• _Task statement_: Would you restate each line of the data below word for word, without its pictures?

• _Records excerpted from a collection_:
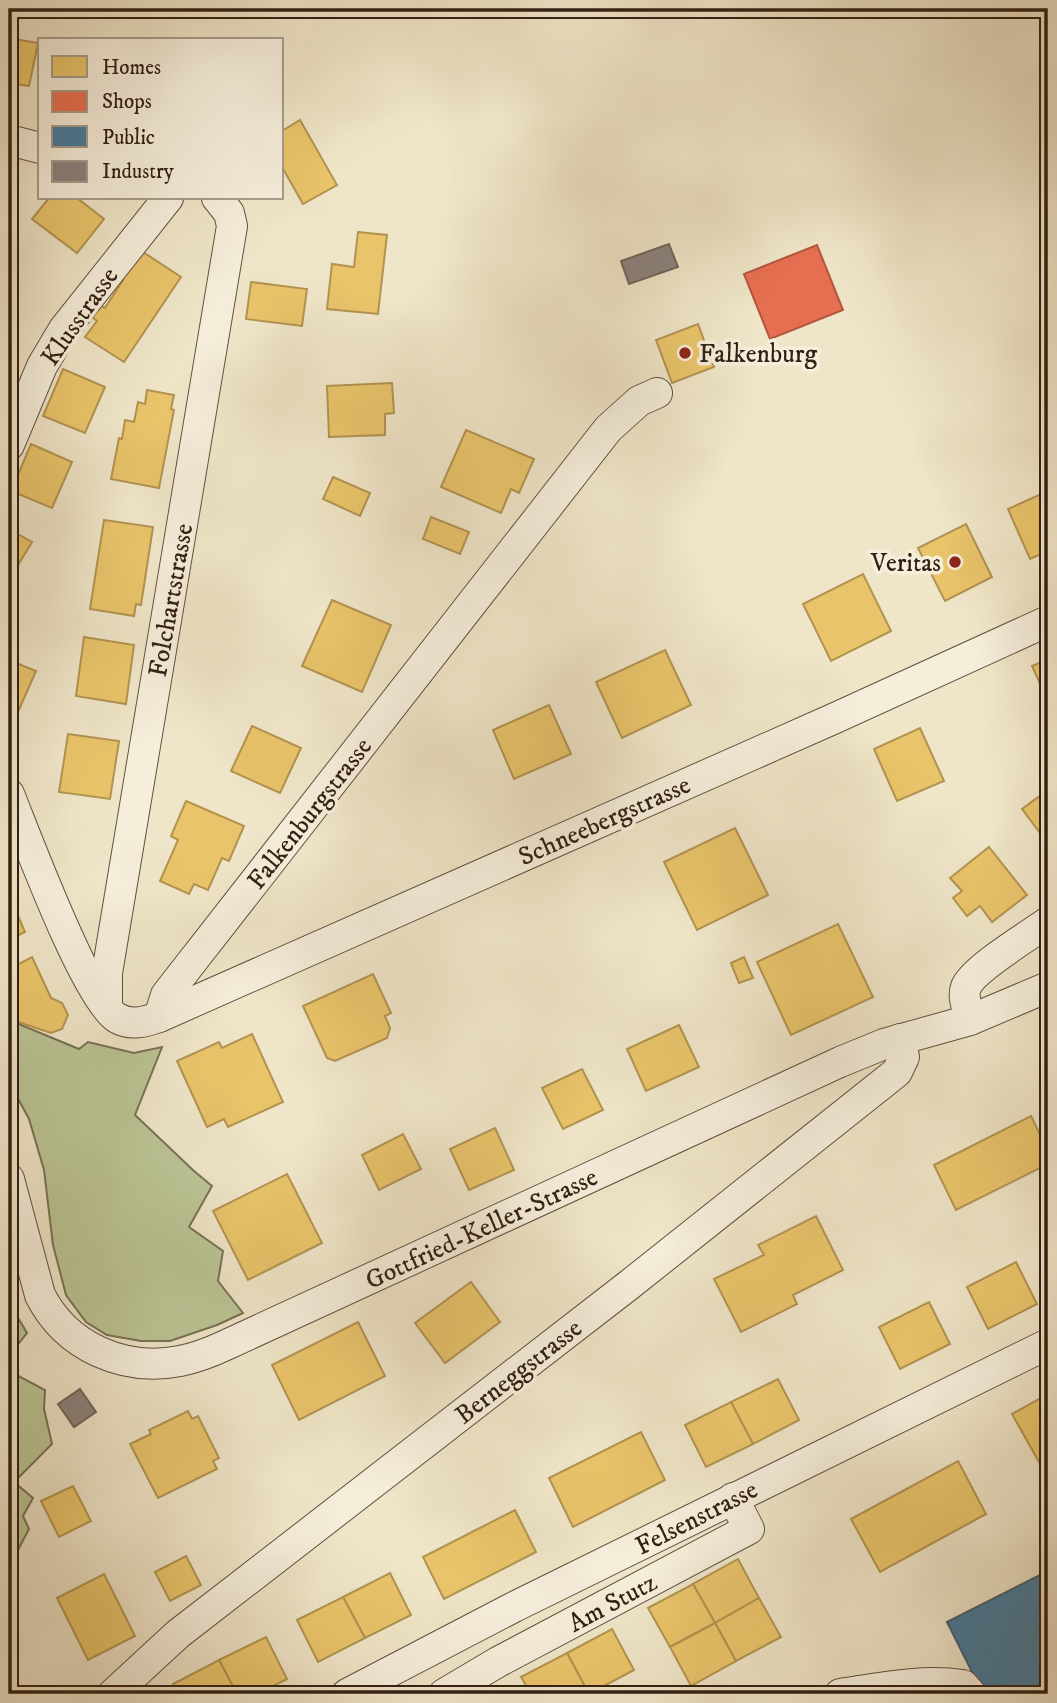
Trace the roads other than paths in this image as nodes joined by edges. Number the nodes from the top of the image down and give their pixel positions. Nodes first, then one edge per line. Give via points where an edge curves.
1 (9, 140) edge
2 (38, 147) edge
3 (166, 200) edge
4 (219, 200) edge
5 (657, 393) dead end
6 (9, 445) edge
7 (1048, 621) edge
8 (9, 794) edge
9 (1048, 922) edge
10 (1048, 987) edge
11 (107, 1007) junction
12 (159, 1017) junction
13 (970, 1020) junction
14 (900, 1039) junction
15 (9, 1178) edge
16 (1048, 1344) edge
17 (733, 1498) junction
18 (113, 1694) edge
19 (347, 1694) edge
20 (444, 1694) edge
21 (840, 1694) edge
22 (971, 1694) edge

1 - 2 street
3 - 6 street, Klusstrasse via 64,329 42,366
4 - 11 street, Folchartstrasse via 232,226 107,973
5 - 12 street, Falkenburgstrasse via 628,409 608,429 166,995
7 - 12 street, Schneebergstrasse
8 - 11 street via 82,967
9 - 13 street via 970,981 965,998
10 - 13 street, Gottfried-Keller-Strasse
11 - 12 street via 131,1023
13 - 14 street, Gottfried-Keller-Strasse
14 - 15 street, Gottfried-Keller-Strasse via 840,1062 226,1345 180,1361 126,1361 92,1349 63,1328 40,1295
14 - 18 street, Berneggstrasse via 904,1057 897,1072 629,1286 178,1634
16 - 17 street, Felsenstrasse
17 - 19 street, Felsenstrasse
17 - 20 street, Am Stutz via 749,1529
21 - 22 street via 906,1684 953,1683 963,1685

• _Result of the exercise_:
Trace the roads other than paths in this image as nodes joined by edges. Number the nodes from the top of the image down and give their pixel positions. Nodes first, then one edge per line. Give via points where an edge curves.
1 (9, 140) edge
2 (38, 147) edge
3 (166, 200) edge
4 (219, 200) edge
5 (657, 393) dead end
6 (9, 445) edge
7 (1048, 621) edge
8 (9, 794) edge
9 (1048, 922) edge
10 (1048, 987) edge
11 (107, 1007) junction
12 (159, 1017) junction
13 (970, 1020) junction
14 (900, 1039) junction
15 (9, 1178) edge
16 (1048, 1344) edge
17 (733, 1498) junction
18 (113, 1694) edge
19 (347, 1694) edge
20 (444, 1694) edge
21 (840, 1694) edge
22 (971, 1694) edge

1 - 2 street
3 - 6 street, Klusstrasse via 64,329 42,366
4 - 11 street, Folchartstrasse via 232,226 107,973
5 - 12 street, Falkenburgstrasse via 628,409 608,429 166,995
7 - 12 street, Schneebergstrasse
8 - 11 street via 82,967
9 - 13 street via 970,981 965,998
10 - 13 street, Gottfried-Keller-Strasse
11 - 12 street via 131,1023
13 - 14 street, Gottfried-Keller-Strasse
14 - 15 street, Gottfried-Keller-Strasse via 840,1062 226,1345 180,1361 126,1361 92,1349 63,1328 40,1295
14 - 18 street, Berneggstrasse via 904,1057 897,1072 629,1286 178,1634
16 - 17 street, Felsenstrasse
17 - 19 street, Felsenstrasse
17 - 20 street, Am Stutz via 749,1529
21 - 22 street via 906,1684 953,1683 963,1685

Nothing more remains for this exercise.